LISTED ENTRIES.
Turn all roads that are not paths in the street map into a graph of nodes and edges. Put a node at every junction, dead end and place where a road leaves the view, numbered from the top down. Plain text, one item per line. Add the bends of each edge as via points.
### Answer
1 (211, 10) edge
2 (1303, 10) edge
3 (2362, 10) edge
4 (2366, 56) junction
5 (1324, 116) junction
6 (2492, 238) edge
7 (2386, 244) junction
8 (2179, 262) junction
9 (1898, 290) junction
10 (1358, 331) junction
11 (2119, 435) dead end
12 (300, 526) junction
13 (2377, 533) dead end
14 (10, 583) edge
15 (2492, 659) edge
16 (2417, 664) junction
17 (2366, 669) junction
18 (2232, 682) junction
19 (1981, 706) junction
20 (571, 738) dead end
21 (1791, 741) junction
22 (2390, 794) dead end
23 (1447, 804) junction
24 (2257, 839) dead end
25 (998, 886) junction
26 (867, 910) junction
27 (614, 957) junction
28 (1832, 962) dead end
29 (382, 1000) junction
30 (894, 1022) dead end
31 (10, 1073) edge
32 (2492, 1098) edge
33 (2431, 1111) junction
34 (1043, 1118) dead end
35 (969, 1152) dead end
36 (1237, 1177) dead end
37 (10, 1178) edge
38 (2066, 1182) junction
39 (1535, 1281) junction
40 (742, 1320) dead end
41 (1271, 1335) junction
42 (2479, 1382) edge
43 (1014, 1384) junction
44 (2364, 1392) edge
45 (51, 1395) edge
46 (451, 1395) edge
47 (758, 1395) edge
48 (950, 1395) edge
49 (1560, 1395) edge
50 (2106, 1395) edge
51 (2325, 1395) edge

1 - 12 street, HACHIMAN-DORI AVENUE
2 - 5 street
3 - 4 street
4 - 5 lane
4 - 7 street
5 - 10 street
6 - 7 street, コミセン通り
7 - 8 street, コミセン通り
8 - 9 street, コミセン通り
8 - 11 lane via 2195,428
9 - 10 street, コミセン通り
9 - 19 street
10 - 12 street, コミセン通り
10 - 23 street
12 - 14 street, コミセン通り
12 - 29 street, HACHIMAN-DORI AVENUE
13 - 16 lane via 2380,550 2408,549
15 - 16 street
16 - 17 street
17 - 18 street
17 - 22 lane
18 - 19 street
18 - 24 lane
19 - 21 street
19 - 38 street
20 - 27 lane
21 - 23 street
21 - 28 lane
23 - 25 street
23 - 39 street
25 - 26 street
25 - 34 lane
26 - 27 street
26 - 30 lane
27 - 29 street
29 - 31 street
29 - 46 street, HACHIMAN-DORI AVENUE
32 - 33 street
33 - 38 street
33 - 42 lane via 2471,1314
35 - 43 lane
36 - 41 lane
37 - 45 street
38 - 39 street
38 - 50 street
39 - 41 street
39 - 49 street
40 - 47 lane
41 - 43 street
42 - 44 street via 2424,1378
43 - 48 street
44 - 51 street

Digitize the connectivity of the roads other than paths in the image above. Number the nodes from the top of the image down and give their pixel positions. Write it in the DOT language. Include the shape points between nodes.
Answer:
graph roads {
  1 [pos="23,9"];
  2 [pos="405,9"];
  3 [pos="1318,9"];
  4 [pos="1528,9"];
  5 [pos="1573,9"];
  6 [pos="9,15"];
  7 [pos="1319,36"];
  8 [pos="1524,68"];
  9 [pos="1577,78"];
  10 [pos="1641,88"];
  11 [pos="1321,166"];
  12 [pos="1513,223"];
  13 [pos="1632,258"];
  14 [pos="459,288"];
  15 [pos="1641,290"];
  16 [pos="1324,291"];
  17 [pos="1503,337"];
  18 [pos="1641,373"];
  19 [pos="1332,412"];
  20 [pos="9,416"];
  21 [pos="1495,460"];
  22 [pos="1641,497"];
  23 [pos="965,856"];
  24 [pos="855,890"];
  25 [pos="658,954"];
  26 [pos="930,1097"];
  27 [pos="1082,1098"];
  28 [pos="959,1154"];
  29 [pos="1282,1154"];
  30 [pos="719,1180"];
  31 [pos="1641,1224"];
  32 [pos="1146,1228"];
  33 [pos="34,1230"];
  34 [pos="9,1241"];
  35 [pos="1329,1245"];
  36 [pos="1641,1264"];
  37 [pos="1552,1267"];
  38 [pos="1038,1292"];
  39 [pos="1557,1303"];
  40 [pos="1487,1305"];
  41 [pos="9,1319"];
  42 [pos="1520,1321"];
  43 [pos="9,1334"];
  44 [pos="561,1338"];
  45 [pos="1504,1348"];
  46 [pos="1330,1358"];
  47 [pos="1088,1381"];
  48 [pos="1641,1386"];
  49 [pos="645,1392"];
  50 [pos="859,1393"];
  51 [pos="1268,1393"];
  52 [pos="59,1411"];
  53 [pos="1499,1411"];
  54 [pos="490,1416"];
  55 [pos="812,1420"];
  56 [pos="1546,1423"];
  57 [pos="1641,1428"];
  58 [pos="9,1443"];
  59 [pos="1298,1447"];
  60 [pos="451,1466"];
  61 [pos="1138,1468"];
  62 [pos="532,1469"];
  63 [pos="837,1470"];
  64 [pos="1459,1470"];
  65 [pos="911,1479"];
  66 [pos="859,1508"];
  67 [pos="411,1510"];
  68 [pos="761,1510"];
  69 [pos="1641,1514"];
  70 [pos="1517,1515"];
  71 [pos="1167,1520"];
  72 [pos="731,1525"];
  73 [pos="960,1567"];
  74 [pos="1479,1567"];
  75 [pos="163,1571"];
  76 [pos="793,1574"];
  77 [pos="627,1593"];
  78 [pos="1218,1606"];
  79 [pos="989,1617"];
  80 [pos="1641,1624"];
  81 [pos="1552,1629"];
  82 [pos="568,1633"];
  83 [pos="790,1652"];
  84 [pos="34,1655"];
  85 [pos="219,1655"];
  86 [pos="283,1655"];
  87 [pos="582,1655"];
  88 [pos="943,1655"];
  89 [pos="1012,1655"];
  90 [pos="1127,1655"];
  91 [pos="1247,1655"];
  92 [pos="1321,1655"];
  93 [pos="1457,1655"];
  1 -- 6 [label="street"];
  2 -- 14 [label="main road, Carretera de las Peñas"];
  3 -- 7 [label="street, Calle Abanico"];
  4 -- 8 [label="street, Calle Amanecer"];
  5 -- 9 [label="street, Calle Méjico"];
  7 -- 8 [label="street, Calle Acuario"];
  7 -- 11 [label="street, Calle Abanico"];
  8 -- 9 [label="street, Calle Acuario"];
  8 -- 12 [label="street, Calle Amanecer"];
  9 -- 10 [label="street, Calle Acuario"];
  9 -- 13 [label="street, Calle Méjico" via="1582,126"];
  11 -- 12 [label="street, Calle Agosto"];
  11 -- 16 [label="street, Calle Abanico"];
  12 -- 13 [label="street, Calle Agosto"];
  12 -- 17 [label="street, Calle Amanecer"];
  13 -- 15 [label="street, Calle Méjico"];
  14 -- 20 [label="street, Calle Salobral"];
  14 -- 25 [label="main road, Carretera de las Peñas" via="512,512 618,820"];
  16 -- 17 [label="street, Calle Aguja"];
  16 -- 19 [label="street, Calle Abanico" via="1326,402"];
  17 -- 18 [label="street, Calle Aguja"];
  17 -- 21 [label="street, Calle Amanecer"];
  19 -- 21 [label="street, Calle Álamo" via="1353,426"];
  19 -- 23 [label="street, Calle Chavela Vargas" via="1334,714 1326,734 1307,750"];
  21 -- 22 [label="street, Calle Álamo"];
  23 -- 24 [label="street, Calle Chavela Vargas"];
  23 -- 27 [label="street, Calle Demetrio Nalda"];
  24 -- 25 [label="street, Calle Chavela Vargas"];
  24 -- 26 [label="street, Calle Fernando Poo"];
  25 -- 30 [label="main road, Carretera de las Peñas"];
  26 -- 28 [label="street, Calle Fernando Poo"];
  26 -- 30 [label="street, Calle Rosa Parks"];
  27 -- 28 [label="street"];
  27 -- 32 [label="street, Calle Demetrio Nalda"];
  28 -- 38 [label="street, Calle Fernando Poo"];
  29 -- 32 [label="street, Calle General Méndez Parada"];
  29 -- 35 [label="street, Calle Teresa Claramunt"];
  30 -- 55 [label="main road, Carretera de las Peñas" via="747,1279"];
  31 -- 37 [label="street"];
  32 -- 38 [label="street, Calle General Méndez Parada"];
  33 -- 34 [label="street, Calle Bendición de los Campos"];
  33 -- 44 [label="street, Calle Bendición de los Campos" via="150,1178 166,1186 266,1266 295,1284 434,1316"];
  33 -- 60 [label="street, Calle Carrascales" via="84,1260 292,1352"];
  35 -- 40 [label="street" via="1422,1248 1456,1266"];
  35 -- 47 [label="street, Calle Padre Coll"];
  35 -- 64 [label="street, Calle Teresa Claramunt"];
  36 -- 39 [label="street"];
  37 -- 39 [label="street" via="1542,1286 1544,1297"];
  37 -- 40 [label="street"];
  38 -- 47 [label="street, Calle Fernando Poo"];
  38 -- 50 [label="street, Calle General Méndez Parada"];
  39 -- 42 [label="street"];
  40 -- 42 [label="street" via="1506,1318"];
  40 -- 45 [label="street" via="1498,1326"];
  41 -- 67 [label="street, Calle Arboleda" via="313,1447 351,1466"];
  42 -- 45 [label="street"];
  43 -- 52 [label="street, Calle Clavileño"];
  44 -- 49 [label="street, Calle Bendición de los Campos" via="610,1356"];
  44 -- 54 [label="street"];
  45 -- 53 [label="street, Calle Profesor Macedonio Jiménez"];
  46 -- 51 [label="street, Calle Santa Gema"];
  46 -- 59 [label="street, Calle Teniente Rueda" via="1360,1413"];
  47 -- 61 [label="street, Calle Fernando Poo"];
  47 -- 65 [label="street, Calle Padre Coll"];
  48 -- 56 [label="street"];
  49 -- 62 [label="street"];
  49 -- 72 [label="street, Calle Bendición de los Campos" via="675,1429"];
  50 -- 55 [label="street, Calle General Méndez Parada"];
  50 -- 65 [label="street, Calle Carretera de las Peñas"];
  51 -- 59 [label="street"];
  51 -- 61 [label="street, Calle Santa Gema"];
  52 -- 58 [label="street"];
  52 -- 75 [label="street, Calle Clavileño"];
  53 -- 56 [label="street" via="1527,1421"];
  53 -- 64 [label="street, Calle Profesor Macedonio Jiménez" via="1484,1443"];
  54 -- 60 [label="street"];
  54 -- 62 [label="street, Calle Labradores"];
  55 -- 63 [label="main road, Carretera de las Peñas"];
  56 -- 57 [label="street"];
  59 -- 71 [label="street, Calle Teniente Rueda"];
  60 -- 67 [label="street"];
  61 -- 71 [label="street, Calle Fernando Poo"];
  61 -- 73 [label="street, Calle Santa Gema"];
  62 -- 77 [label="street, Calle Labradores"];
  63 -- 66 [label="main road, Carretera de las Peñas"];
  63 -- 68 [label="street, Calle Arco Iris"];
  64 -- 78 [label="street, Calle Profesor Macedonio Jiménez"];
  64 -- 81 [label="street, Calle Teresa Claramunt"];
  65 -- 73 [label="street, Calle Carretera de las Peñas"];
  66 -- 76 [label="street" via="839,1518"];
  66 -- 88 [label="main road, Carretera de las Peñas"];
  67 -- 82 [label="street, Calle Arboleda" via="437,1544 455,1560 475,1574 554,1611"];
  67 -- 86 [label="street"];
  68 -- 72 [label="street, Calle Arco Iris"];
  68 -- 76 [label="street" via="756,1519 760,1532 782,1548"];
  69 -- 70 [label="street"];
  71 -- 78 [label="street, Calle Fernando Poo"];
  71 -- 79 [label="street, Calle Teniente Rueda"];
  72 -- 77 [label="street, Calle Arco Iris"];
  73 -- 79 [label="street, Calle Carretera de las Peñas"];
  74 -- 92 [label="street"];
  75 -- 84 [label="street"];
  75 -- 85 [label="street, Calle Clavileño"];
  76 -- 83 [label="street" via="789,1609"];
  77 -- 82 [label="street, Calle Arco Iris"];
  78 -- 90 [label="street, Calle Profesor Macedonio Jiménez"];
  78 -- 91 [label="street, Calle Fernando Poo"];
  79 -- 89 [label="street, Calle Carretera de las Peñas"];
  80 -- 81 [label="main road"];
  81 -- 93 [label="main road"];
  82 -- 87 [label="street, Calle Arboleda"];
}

EXERCISE PROMPT. Among the lines above, find those holding "Nalda" and copy each one.

YOUR SOLUTION.
  23 -- 27 [label="street, Calle Demetrio Nalda"];
  27 -- 32 [label="street, Calle Demetrio Nalda"];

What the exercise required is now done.